Avolon chiefs could be in line for €57m sale bonanza
Clare entrepreneur Domhnal Slattery and the other co-founders of Dublin-based aircraft-leasing firm Avolon could be in line to split a $63m (€57m) windfall after the firm was targeted in separate takeover offers valuing it at up to $2.55bn (€2.3bn).
China's Bohai Leasing, majority-controlled by the Chinese state-owned HNA Group, has offered to buy Avolon for $31 a share after an unnamed suitor offered $30 a share.
Mr Slattery co-founded Avolon in 2010 with chief financial officer Andy Cronin and chief commercial officer John Higgins.
They secured more than $7bn in backing from private equity firms and banks, including Cinven and CVC, and Oak Hill Capital Partners.
Avolon floated on the New York Stock Exchange last December at $20 a share, in what was a record debut for an Irish company on the exchange.
Mr Slattery, who made millions of euro when he sold another Irish aircraft-leasing business to Royal Bank of Scotland in 2001, owns 1.36pc, or 1.1m shares of Avolon, according to March filings with the US Securities and Exchange Commission.
Mr Higgins owns 479,297 shares in Avolon, while Mr Cronin owns 222,041. Chief operating officer Tom Ashe owns 225,135 shares.
The highest current indicative takeover offer now values Mr Slattery's stake at $34.3m (€31m).
Mr Cronin's is valued at $6.8m (€6.1m), and Mr Higgins' at $14.8m (€13.4m). Mr Ashe's stake is valued at $7m (€6.3m). Earlier this month, Avolon agreed to sell a 20pc stake in the company to Bohai Leasing for $429m.

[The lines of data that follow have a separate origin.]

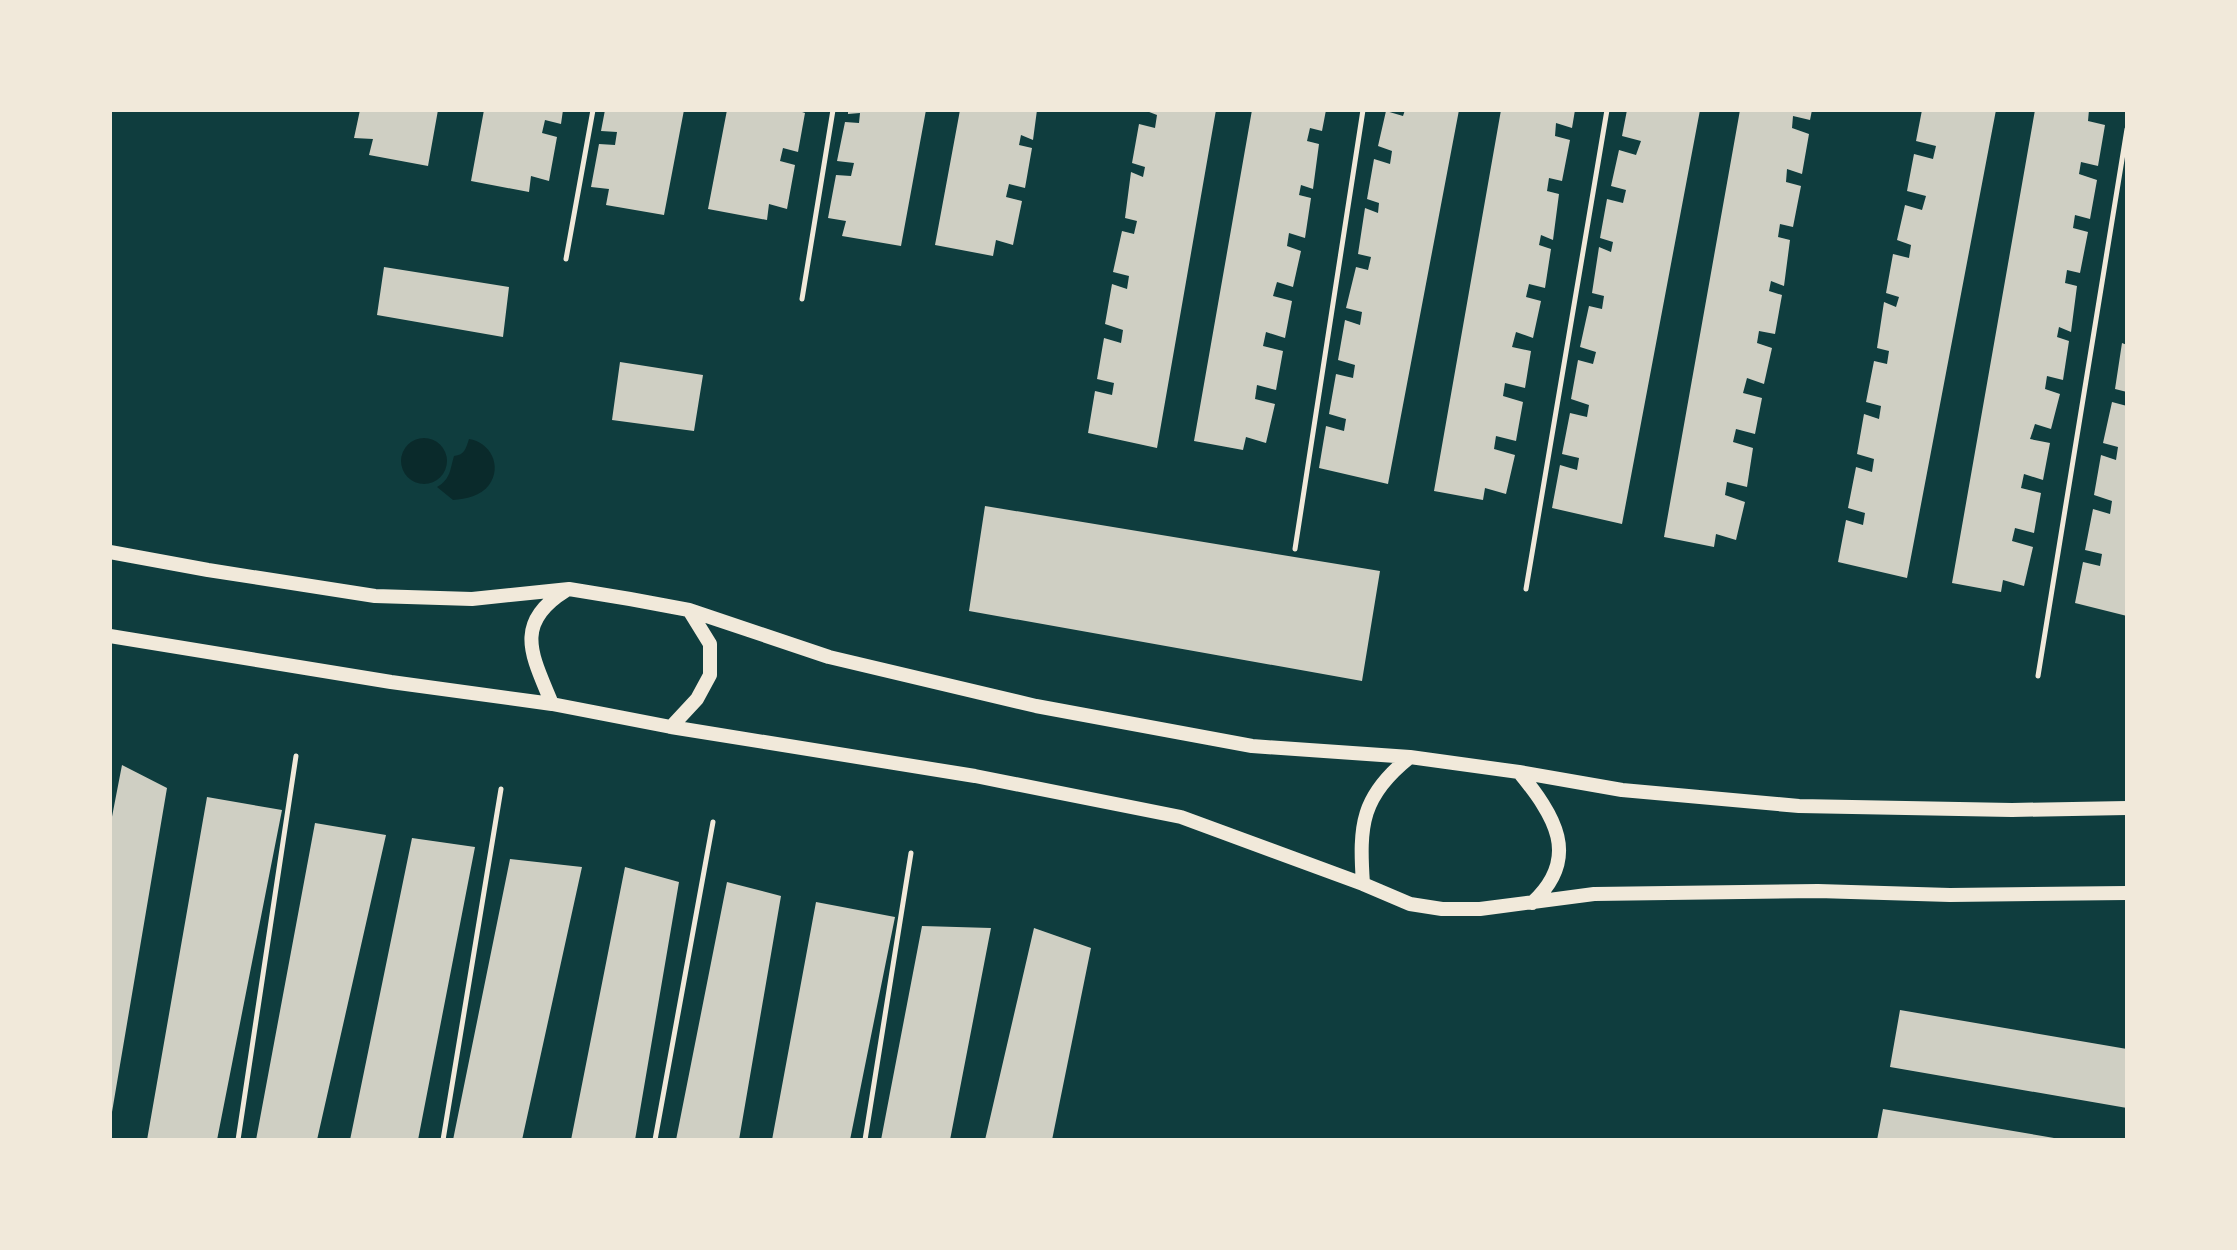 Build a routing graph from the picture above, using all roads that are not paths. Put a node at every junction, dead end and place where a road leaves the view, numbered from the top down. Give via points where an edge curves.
1 (110, 552) edge
2 (569, 589) junction
3 (689, 610) junction
4 (110, 636) edge
5 (552, 704) junction
6 (671, 727) junction
7 (1410, 757) junction
8 (1519, 772) junction
9 (2127, 808) edge
10 (1363, 884) junction
11 (2127, 893) edge
12 (1532, 903) junction

1 - 2 street via 375,596 472,599
2 - 3 street
2 - 5 street via 549,601 534,620 531,646
3 - 6 street via 710,644 710,675
3 - 7 street via 829,657 1036,706 1252,746
4 - 5 street
5 - 6 street
6 - 10 street via 975,776 1181,817
7 - 8 street
7 - 10 street via 1372,796 1360,845
8 - 9 street via 1622,790 1799,806
8 - 12 street via 1552,817 1559,843 1548,888
10 - 12 street via 1410,904 1442,909
11 - 12 street via 1594,894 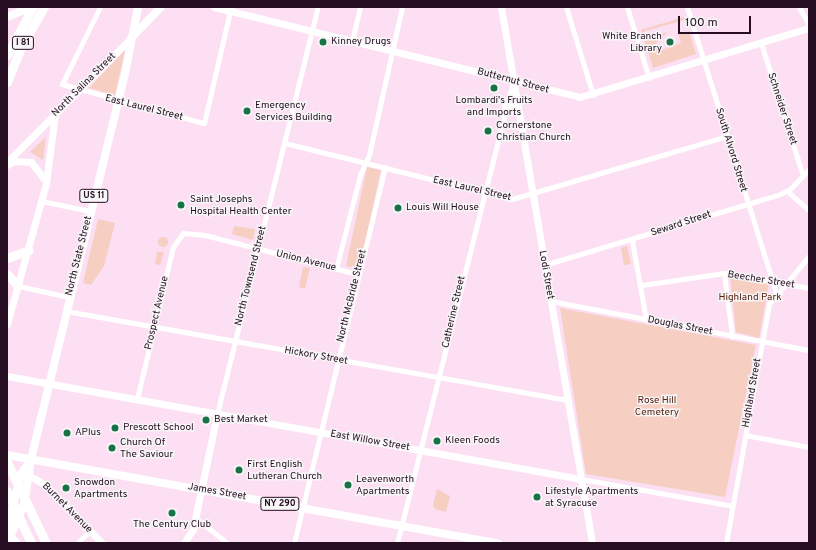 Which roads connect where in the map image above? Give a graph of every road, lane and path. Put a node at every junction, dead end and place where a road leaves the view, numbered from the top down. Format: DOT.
graph roads {
  1 [pos="44,7"];
  2 [pos="100,7"];
  3 [pos="138,7"];
  4 [pos="162,7"];
  5 [pos="214,7"];
  6 [pos="318,7"];
  7 [pos="360,7"];
  8 [pos="402,7"];
  9 [pos="500,7"];
  10 [pos="566,7"];
  11 [pos="627,7"];
  12 [pos="687,7"];
  13 [pos="800,7"];
  14 [pos="31,9"];
  15 [pos="231,9"];
  16 [pos="10,15"];
  17 [pos="809,26"];
  18 [pos="312,31"];
  19 [pos="131,38"];
  20 [pos="352,41"];
  21 [pos="761,42"];
  22 [pos="7,43"];
  23 [pos="392,51"];
  24 [pos="7,55"];
  25 [pos="703,60"];
  26 [pos="649,78"];
  27 [pos="513,81"];
  28 [pos="7,82"];
  29 [pos="78,91"];
  30 [pos="593,95"];
  31 [pos="118,101"];
  32 [pos="505,106"];
  33 [pos="517,106"];
  34 [pos="55,114"];
  35 [pos="727,136"];
  36 [pos="284,143"];
  37 [pos="7,162"];
  38 [pos="366,162"];
  39 [pos="7,165"];
  40 [pos="385,167"];
  41 [pos="809,169"];
  42 [pos="803,176"];
  43 [pos="46,184"];
  44 [pos="787,191"];
  45 [pos="483,192"];
  46 [pos="532,195"];
  47 [pos="41,201"];
  48 [pos="748,203"];
  49 [pos="809,210"];
  50 [pos="90,211"];
  51 [pos="185,232"];
  52 [pos="632,240"];
  53 [pos="258,249"];
  54 [pos="28,250"];
  55 [pos="809,256"];
  56 [pos="7,258"];
  57 [pos="544,265"];
  58 [pos="336,269"];
  59 [pos="724,273"];
  60 [pos="7,274"];
  61 [pos="357,274"];
  62 [pos="773,282"];
  63 [pos="784,283"];
  64 [pos="642,285"];
  65 [pos="18,286"];
  66 [pos="809,288"];
  67 [pos="776,292"];
  68 [pos="69,297"];
  69 [pos="551,301"];
  70 [pos="66,311"];
  71 [pos="646,320"];
  72 [pos="7,324"];
  73 [pos="154,327"];
  74 [pos="732,336"];
  75 [pos="235,341"];
  76 [pos="762,342"];
  77 [pos="809,350"];
  78 [pos="336,360"];
  79 [pos="7,376"];
  80 [pos="438,378"];
  81 [pos="48,383"];
  82 [pos="137,399"];
  83 [pos="567,400"];
  84 [pos="217,414"];
  85 [pos="318,431"];
  86 [pos="745,435"];
  87 [pos="809,447"];
  88 [pos="420,450"];
  89 [pos="7,454"];
  90 [pos="30,459"];
  91 [pos="7,462"];
  92 [pos="7,476"];
  93 [pos="30,476"];
  94 [pos="580,479"];
  95 [pos="201,490"];
  96 [pos="7,491"];
  97 [pos="732,506"];
  98 [pos="300,507"];
  99 [pos="28,514"];
  100 [pos="196,518"];
  101 [pos="401,525"];
  102 [pos="90,531"];
  103 [pos="11,539"];
  104 [pos="30,542"];
  105 [pos="44,543"];
  106 [pos="77,543"];
  107 [pos="102,543"];
  108 [pos="184,543"];
  109 [pos="227,543"];
  110 [pos="294,543"];
  111 [pos="397,543"];
  112 [pos="498,543"];
  113 [pos="592,543"];
  114 [pos="726,543"];
  1 -- 28 [label="highway, I 81"];
  2 -- 29 [label="street, East Laurel Street"];
  3 -- 19 [label="main road, North State Street"];
  4 -- 19 [label="main road, North Salina Street"];
  5 -- 15 [label="street, Butternut Street"];
  6 -- 18 [label="street, North Townsend Street"];
  7 -- 20 [label="street"];
  8 -- 23 [label="street"];
  9 -- 27 [label="street, Lodi Street"];
  10 -- 30 [label="street"];
  11 -- 26 [label="street"];
  12 -- 25 [label="street, South Alvord Street"];
  13 -- 17 [label="street"];
  14 -- 16 [label="main road"];
  14 -- 22 [label="highway"];
  14 -- 24 [label="highway, I 81"];
  15 -- 18 [label="street, Butternut Street"];
  15 -- 31 [label="street, East Laurel Street"];
  17 -- 21 [label="street, Butternut Street"];
  18 -- 20 [label="street, Butternut Street"];
  18 -- 36 [label="street, North Townsend Street"];
  19 -- 29 [label="street, North Salina Street"];
  19 -- 31 [label="main road, North State Street / US 11"];
  20 -- 23 [label="street, Butternut Street"];
  21 -- 25 [label="street, Butternut Street"];
  21 -- 42 [label="street, Schneider Street"];
  23 -- 27 [label="street, Butternut Street"];
  23 -- 38 [label="street"];
  25 -- 26 [label="street, Butternut Street"];
  25 -- 35 [label="street, South Alvord Street"];
  26 -- 30 [label="street, Butternut Street"];
  27 -- 30 [label="street, Butternut Street"];
  27 -- 32 [label="street, Catherine Street"];
  27 -- 33 [label="street, Lodi Street"];
  29 -- 31 [label="street, East Laurel Street"];
  29 -- 34 [label="street, North Salina Street"];
  31 -- 50 [label="main road, North State Street / US 11"];
  32 -- 33 [label="street"];
  32 -- 45 [label="street, Catherine Street"];
  33 -- 46 [label="street, Lodi Street"];
  34 -- 37 [label="street, North Salina Street"];
  34 -- 43 [label="street"];
  35 -- 46 [label="street, East Laurel Street"];
  35 -- 48 [label="street, South Alvord Street"];
  36 -- 38 [label="street, East Laurel Street"];
  36 -- 53 [label="street, North Townsend Street"];
  38 -- 40 [label="street, East Laurel Street"];
  38 -- 58 [label="street"];
  39 -- 43 [label="street"];
  40 -- 45 [label="street, East Laurel Street"];
  40 -- 61 [label="street, North McBride Street"];
  41 -- 42 [label="street, Seward Street"];
  42 -- 44 [label="street, Seward Street"];
  43 -- 47 [label="street"];
  44 -- 48 [label="street, Seward Street"];
  44 -- 49 [label="street"];
  45 -- 46 [label="street, East Laurel Street"];
  45 -- 80 [label="street, Catherine Street"];
  46 -- 57 [label="street, Lodi Street"];
  47 -- 50 [label="street"];
  47 -- 54 [label="street"];
  48 -- 52 [label="street, Seward Street"];
  48 -- 62 [label="street, South Alvord Street"];
  50 -- 68 [label="main road, North State Street / US 11"];
  51 -- 53 [label="street, Union Avenue"];
  51 -- 73 [label="street, Prospect Avenue"];
  52 -- 57 [label="street, Seward Street"];
  52 -- 64 [label="street"];
  53 -- 58 [label="street, Union Avenue"];
  53 -- 75 [label="street, North Townsend Street"];
  54 -- 56 [label="highway"];
  54 -- 65 [label="street"];
  55 -- 63 [label="street, Highland Street"];
  57 -- 69 [label="street, Lodi Street"];
  58 -- 61 [label="street, Union Avenue"];
  59 -- 62 [label="street, Beecher Street"];
  59 -- 64 [label="street, Beecher Street"];
  59 -- 74 [label="street"];
  60 -- 65 [label="highway"];
  61 -- 78 [label="street, North McBride Street"];
  62 -- 63 [label="street, Beecher Street"];
  62 -- 67 [label="street, South Alvord Street"];
  63 -- 66 [label="street, Beecher Street"];
  63 -- 67 [label="street, Highland Street"];
  64 -- 71 [label="street"];
  65 -- 68 [label="street"];
  65 -- 72 [label="street"];
  67 -- 76 [label="street, Highland Street"];
  68 -- 70 [label="main road, North State Street / US 11"];
  69 -- 71 [label="street, Douglas Street"];
  69 -- 83 [label="street, Lodi Street"];
  70 -- 73 [label="street, Hickory Street"];
  70 -- 81 [label="main road, North State Street / US 11"];
  71 -- 74 [label="street, Douglas Street"];
  73 -- 75 [label="street, Hickory Street"];
  73 -- 82 [label="street, Prospect Avenue"];
  74 -- 76 [label="street, Douglas Street"];
  75 -- 78 [label="street, Hickory Street"];
  75 -- 84 [label="street, North Townsend Street"];
  76 -- 77 [label="street, Douglas Street"];
  76 -- 86 [label="street, Highland Street"];
  78 -- 80 [label="street, Hickory Street"];
  78 -- 85 [label="street, North McBride Street"];
  79 -- 81 [label="street, East Willow Street"];
  80 -- 83 [label="street, Hickory Street"];
  80 -- 88 [label="street, Catherine Street"];
  81 -- 82 [label="street, East Willow Street"];
  81 -- 90 [label="main road, North State Street / US 11"];
  82 -- 84 [label="street, East Willow Street"];
  83 -- 94 [label="street, Lodi Street"];
  84 -- 85 [label="street, East Willow Street"];
  84 -- 95 [label="street, North Townsend Street"];
  85 -- 88 [label="street, East Willow Street"];
  85 -- 98 [label="street, North McBride Street"];
  86 -- 87 [label="street"];
  86 -- 97 [label="street, Highland Street"];
  88 -- 94 [label="street, East Willow Street"];
  88 -- 101 [label="street, Catherine Street"];
  89 -- 90 [label="main road, James Street"];
  90 -- 93 [label="main road, North State Street / US 11"];
  90 -- 95 [label="main road, James Street / NY 290"];
  90 -- 103 [label="main road, North State Street / US 11"];
  91 -- 99 [label="highway"];
  92 -- 99 [label="highway"];
  93 -- 102 [label="street, Burnet Avenue"];
  93 -- 103 [label="main road, North State Street / US 11"];
  94 -- 97 [label="street, East Willow Street"];
  94 -- 113 [label="street, Lodi Street"];
  95 -- 98 [label="main road, James Street / NY 290"];
  95 -- 100 [label="street, North Townsend Street"];
  96 -- 104 [label="highway"];
  97 -- 114 [label="street, Highland Street"];
  98 -- 101 [label="main road, James Street / NY 290"];
  98 -- 110 [label="street, North McBride Street"];
  99 -- 105 [label="highway"];
  100 -- 108 [label="street, North Townsend Street"];
  100 -- 109 [label="street"];
  101 -- 111 [label="street, Catherine Street"];
  101 -- 112 [label="main road, James Street / NY 290"];
  102 -- 106 [label="street"];
  102 -- 107 [label="street, Burnet Avenue"];
}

Bohai had agreed to pay $26 per share.
But just as the deal was close to being consummated, Avolon received an unsolicited offer from a suitor it didn't name, to buy the Irish firm for $30 a share.
"Avolon informed Bohai of the unsolicited offer," said Avolon in a statement.
"After Avolon informed Bohai of this offer, Bohai submitted a non-binding offer to acquire 100pc of the issued and outstanding common shares of Avolon at a price of $31 per share."
The value placed on Avolon based on Bohai's offer represents a 55pc increase over the Irish company's valuation when it floated on the New York Stock Exchange last December.
"Avolon's board of directors has not accepted or rejected either offer and continues to carefully evaluate these offers with its financial and legal advisers and has authorised its financial advisers to continue negotiations with both offerors regarding their respective offers," the aircraft-leasing firm said.
It's possible that other suitors could now emerge for Avolon, or that Bohai and the other current contender will raise their indicative bids for the leasing firm.
Avolon has a fleet of 153 owned and managed aircraft, with another 107 on order from Boeing and Airbus.
Its airline clients include China Airlines, AeroMexico, KLM and Japan Airlines.